Finding $\forall\exists$ Hyperbugs using Symbolic Execution
Arthur Correnson, Tobias Niessen, Bernd Finkbeiner, Georg Weissenbacher
TL;DR
This work tackles the challenge of verifying forall-exists hyperproperties, which require, for every execution, the existence (and non-existence) of related traces. It introduces a fully automated approach that extends symbolic execution with trace quantification in the fragment $ extrm{OHyperLTL}_ ext{safe}$, using a bounded semantics to manage terminating and non-terminating behaviors. A lazy, scalable algorithm—supported by an asynchronous product construction—computes symbolic encodings of bounded hyperproperties and can generate concrete counterexamples without user guidance. Empirical evaluation on public and new benchmarks shows the method effectively identifies hyperproperty violations across infinite-state reactive programs, often faster than existing tools, and without requiring loop invariants. This advances automated hyperbug detection and provides a practical pathway toward scalable analysis of complex relational properties.
Abstract
Many important hyperproperties, such as refinement and generalized non-interference, fall into the class of $\forall\exists$ hyperproperties and require, for each execution trace of a system, the existence of another trace relating to the first one in a certain way.
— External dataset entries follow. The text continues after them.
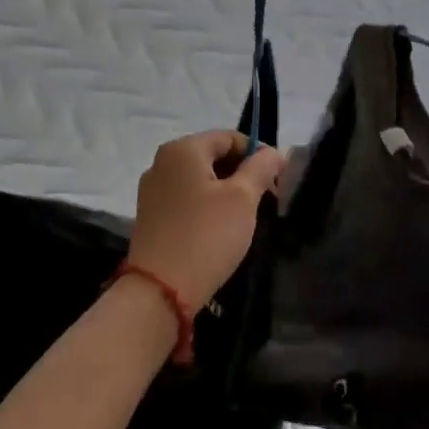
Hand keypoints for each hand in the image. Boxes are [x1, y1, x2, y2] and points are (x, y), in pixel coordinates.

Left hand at [129, 131, 281, 311]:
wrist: (160, 290)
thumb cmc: (206, 235)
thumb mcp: (242, 199)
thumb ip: (260, 168)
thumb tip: (272, 152)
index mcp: (182, 149)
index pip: (228, 137)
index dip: (257, 153)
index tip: (278, 178)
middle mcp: (162, 162)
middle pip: (212, 156)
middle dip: (242, 173)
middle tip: (267, 199)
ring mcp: (152, 190)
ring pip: (199, 179)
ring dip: (226, 191)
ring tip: (247, 216)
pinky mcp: (150, 216)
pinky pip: (186, 199)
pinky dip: (207, 206)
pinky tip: (221, 228)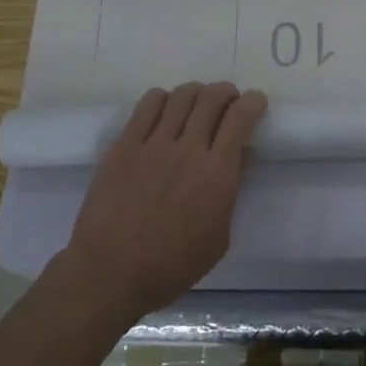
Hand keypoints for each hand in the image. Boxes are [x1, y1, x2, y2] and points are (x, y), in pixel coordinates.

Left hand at [60, 82, 267, 324]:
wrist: (110, 273)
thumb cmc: (171, 266)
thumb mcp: (219, 238)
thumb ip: (231, 193)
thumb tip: (238, 159)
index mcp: (217, 174)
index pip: (241, 117)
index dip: (253, 102)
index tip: (255, 103)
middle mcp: (189, 150)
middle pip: (212, 97)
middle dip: (226, 93)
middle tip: (227, 103)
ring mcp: (153, 144)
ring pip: (182, 95)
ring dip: (197, 93)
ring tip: (196, 106)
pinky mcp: (124, 145)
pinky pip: (148, 105)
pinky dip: (163, 100)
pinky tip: (165, 112)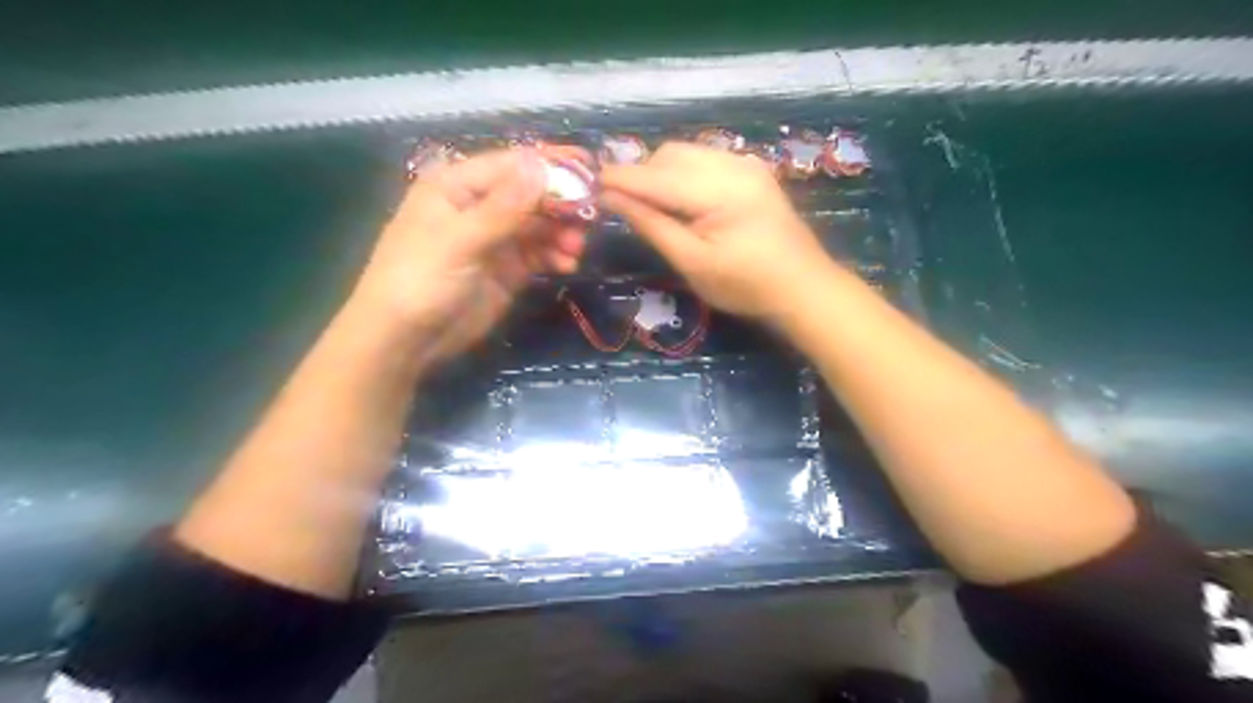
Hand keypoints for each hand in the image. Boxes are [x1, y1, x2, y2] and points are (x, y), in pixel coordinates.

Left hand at [352, 150, 586, 362]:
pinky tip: (567, 265)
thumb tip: (540, 165)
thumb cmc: (420, 281)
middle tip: (589, 218)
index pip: (512, 165)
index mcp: (457, 186)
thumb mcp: (459, 241)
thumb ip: (502, 207)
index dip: (550, 165)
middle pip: (531, 194)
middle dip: (561, 204)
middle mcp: (479, 206)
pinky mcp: (508, 268)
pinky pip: (540, 253)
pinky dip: (556, 256)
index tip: (589, 169)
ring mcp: (495, 239)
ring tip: (576, 249)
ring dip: (562, 233)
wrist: (406, 340)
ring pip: (540, 224)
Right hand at [601, 143, 834, 323]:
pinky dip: (683, 173)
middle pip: (670, 154)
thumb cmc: (746, 285)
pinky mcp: (751, 170)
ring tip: (652, 205)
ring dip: (661, 172)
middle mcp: (732, 164)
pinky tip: (682, 200)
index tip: (591, 185)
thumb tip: (613, 199)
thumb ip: (652, 225)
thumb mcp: (692, 262)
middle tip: (624, 205)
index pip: (656, 176)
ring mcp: (745, 163)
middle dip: (641, 174)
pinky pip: (705, 159)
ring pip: (686, 152)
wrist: (803, 286)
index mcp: (718, 191)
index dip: (620, 179)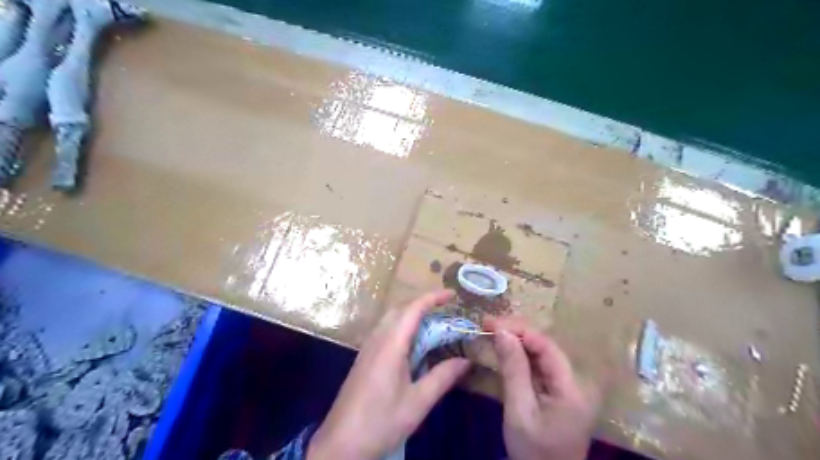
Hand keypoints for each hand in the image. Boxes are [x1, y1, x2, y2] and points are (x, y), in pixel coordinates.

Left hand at [307, 291, 471, 458]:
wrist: (340, 444)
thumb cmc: (380, 421)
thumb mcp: (417, 402)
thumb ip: (442, 377)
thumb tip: (466, 361)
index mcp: (391, 344)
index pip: (413, 309)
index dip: (433, 297)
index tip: (452, 294)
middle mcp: (377, 339)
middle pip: (400, 309)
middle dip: (423, 303)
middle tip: (446, 309)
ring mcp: (368, 347)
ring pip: (391, 318)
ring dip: (412, 313)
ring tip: (433, 322)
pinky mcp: (364, 357)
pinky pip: (385, 330)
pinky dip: (402, 326)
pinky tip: (412, 343)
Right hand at [483, 317, 600, 459]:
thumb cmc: (533, 451)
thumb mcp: (520, 411)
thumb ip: (513, 370)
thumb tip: (502, 332)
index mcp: (570, 387)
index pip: (545, 345)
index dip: (518, 329)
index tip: (490, 323)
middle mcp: (574, 381)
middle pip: (544, 346)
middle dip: (515, 332)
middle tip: (486, 324)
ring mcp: (566, 386)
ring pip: (540, 354)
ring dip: (516, 341)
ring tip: (491, 331)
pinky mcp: (557, 391)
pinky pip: (538, 366)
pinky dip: (519, 356)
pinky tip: (504, 350)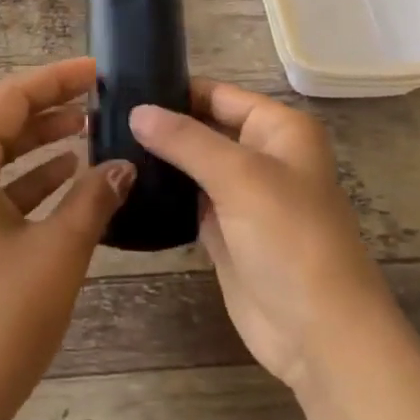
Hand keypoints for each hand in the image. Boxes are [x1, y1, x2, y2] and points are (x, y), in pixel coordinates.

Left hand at [0, 58, 135, 419]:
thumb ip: (93, 200)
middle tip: (99, 101)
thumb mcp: (56, 253)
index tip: (98, 72)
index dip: (54, 80)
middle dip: (47, 110)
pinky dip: (27, 184)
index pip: (6, 99)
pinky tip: (66, 183)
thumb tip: (124, 166)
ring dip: (39, 147)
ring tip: (90, 136)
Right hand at [130, 81, 393, 391]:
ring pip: (191, 164)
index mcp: (279, 129)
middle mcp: (261, 155)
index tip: (121, 87)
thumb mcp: (240, 177)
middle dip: (160, 123)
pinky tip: (123, 182)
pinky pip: (186, 199)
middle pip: (202, 127)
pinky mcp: (223, 230)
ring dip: (157, 158)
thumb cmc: (290, 239)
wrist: (318, 331)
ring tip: (103, 144)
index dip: (175, 89)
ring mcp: (241, 195)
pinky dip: (161, 192)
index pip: (218, 94)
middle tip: (101, 118)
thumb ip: (186, 140)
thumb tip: (137, 111)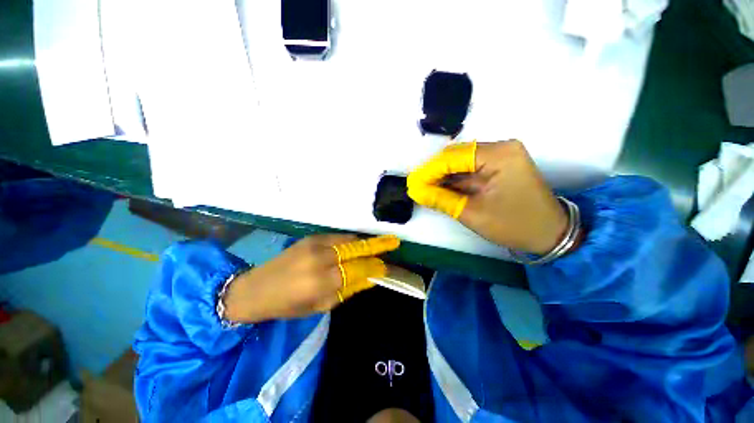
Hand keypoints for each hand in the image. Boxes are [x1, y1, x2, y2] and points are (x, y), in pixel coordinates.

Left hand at [223, 234, 399, 322]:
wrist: (257, 287)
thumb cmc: (289, 305)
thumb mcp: (321, 305)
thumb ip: (348, 289)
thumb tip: (371, 277)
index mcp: (322, 281)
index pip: (358, 270)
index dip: (375, 267)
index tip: (387, 267)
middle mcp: (320, 258)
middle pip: (357, 249)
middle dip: (377, 245)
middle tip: (394, 242)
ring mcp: (315, 244)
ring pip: (349, 240)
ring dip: (364, 243)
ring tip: (378, 244)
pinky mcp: (311, 237)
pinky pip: (338, 237)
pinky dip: (350, 240)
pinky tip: (356, 244)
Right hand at [407, 140, 567, 253]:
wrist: (549, 233)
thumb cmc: (513, 225)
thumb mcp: (472, 214)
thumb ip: (440, 199)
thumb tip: (415, 191)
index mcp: (498, 155)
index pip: (453, 157)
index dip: (429, 170)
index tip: (412, 183)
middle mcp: (500, 148)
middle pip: (456, 156)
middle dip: (434, 172)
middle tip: (416, 187)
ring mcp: (501, 155)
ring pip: (461, 162)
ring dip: (442, 176)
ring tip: (424, 189)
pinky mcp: (499, 164)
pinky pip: (469, 168)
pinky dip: (454, 179)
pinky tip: (440, 188)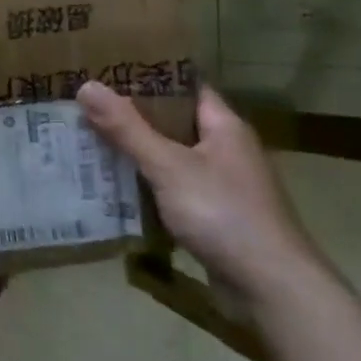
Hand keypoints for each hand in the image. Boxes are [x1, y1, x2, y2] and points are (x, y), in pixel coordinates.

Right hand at [77, 81, 322, 309]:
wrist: (273, 290)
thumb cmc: (224, 214)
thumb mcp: (168, 166)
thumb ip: (127, 128)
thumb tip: (87, 86)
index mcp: (224, 126)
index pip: (184, 86)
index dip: (148, 76)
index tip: (107, 71)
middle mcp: (226, 150)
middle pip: (173, 122)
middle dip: (133, 117)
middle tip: (87, 107)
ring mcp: (223, 186)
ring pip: (171, 158)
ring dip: (137, 154)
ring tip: (90, 142)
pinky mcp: (216, 218)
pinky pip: (174, 190)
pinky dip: (148, 187)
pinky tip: (115, 188)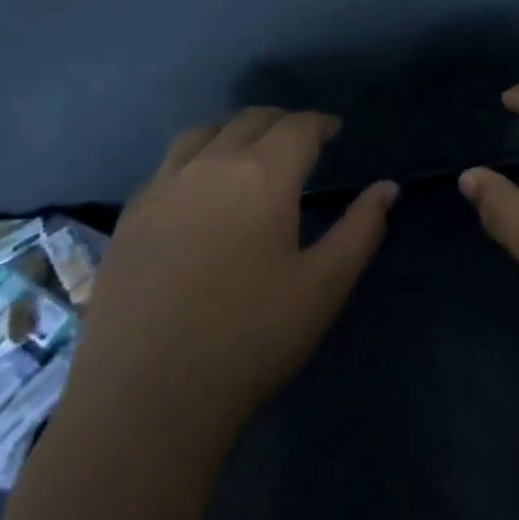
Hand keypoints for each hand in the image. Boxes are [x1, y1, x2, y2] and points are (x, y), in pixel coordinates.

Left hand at [82, 108, 398, 428]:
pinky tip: (198, 191)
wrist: (146, 399)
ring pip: (203, 133)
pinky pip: (167, 165)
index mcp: (263, 175)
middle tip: (300, 140)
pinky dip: (195, 158)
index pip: (298, 126)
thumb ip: (361, 229)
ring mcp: (162, 188)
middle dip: (281, 122)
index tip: (334, 130)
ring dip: (234, 132)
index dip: (321, 123)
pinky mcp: (129, 217)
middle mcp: (211, 165)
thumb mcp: (324, 285)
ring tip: (247, 153)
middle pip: (250, 120)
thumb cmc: (251, 338)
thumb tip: (388, 188)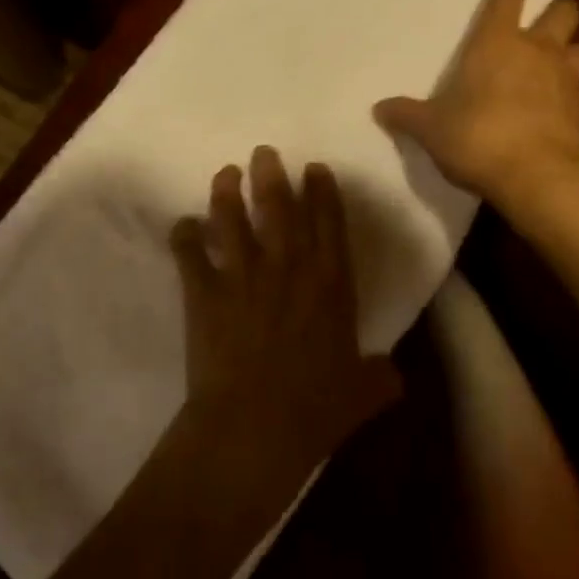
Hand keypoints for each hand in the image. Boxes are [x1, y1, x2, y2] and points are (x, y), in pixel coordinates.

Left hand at [170, 148, 400, 495]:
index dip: (322, 190)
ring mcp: (242, 274)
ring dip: (227, 192)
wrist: (255, 426)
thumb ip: (380, 377)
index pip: (329, 221)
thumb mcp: (362, 394)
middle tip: (263, 152)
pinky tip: (182, 225)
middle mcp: (287, 266)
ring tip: (225, 173)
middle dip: (272, 174)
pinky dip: (184, 236)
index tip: (314, 168)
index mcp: (330, 281)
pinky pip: (189, 254)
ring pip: (232, 218)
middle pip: (279, 206)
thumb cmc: (315, 409)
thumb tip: (395, 376)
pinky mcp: (204, 292)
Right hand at [373, 0, 578, 212]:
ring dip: (569, 51)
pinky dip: (569, 96)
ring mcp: (566, 80)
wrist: (538, 176)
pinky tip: (555, 111)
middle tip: (544, 21)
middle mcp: (537, 51)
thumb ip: (407, 115)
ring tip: (554, 64)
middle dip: (556, 10)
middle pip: (562, 12)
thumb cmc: (477, 137)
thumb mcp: (431, 129)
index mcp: (496, 43)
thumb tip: (379, 109)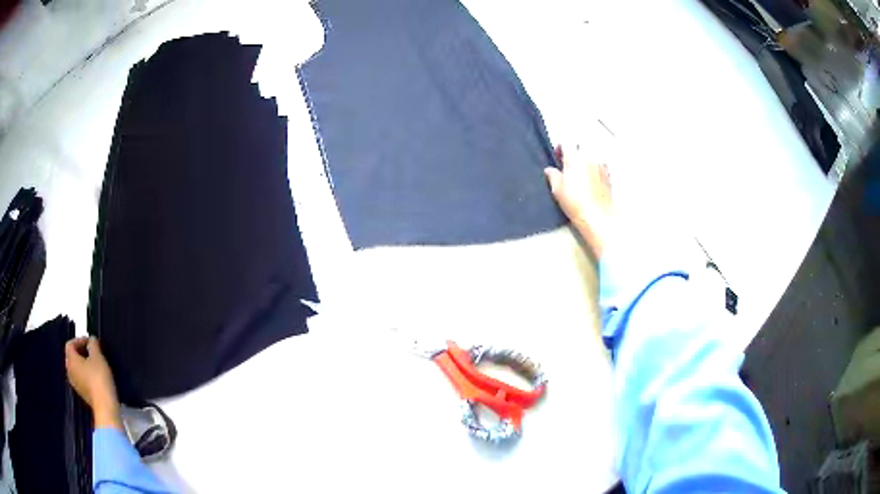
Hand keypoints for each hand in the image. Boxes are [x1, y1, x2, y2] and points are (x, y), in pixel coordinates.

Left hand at [65, 337, 122, 429]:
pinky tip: (96, 377)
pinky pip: (81, 378)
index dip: (80, 340)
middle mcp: (69, 370)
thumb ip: (93, 344)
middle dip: (82, 352)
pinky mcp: (82, 393)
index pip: (70, 344)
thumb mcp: (98, 356)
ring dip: (84, 363)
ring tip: (96, 364)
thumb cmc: (99, 378)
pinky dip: (86, 374)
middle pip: (72, 356)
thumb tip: (91, 341)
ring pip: (77, 368)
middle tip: (93, 352)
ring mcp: (75, 384)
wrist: (105, 407)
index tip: (91, 342)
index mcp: (70, 360)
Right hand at [545, 145, 612, 257]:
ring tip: (580, 168)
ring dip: (586, 155)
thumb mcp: (557, 190)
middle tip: (569, 160)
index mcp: (575, 157)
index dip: (560, 146)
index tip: (558, 155)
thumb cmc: (576, 203)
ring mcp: (601, 165)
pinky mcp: (608, 174)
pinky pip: (601, 162)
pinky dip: (595, 165)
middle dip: (574, 148)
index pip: (567, 141)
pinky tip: (591, 176)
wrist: (597, 217)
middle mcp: (589, 157)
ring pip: (593, 152)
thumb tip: (550, 170)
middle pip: (581, 143)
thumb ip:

The alternation of quantifiers renders $\forall\exists$ hyperproperties extremely difficult to verify, or even just to test. Indeed, contrary to trace properties, where it suffices to find a single counterexample trace, refuting a $\forall\exists$ hyperproperty requires not only to find a trace, but also a proof that no second trace satisfies the specified relation with the first trace. As a consequence, automated testing of $\forall\exists$ hyperproperties falls out of the scope of existing automated testing tools. In this paper, we present a fully automated approach to detect violations of $\forall\exists$ hyperproperties in software systems. Our approach extends bug-finding techniques based on symbolic execution with support for trace quantification. We provide a prototype implementation of our approach, and demonstrate its effectiveness on a set of challenging examples.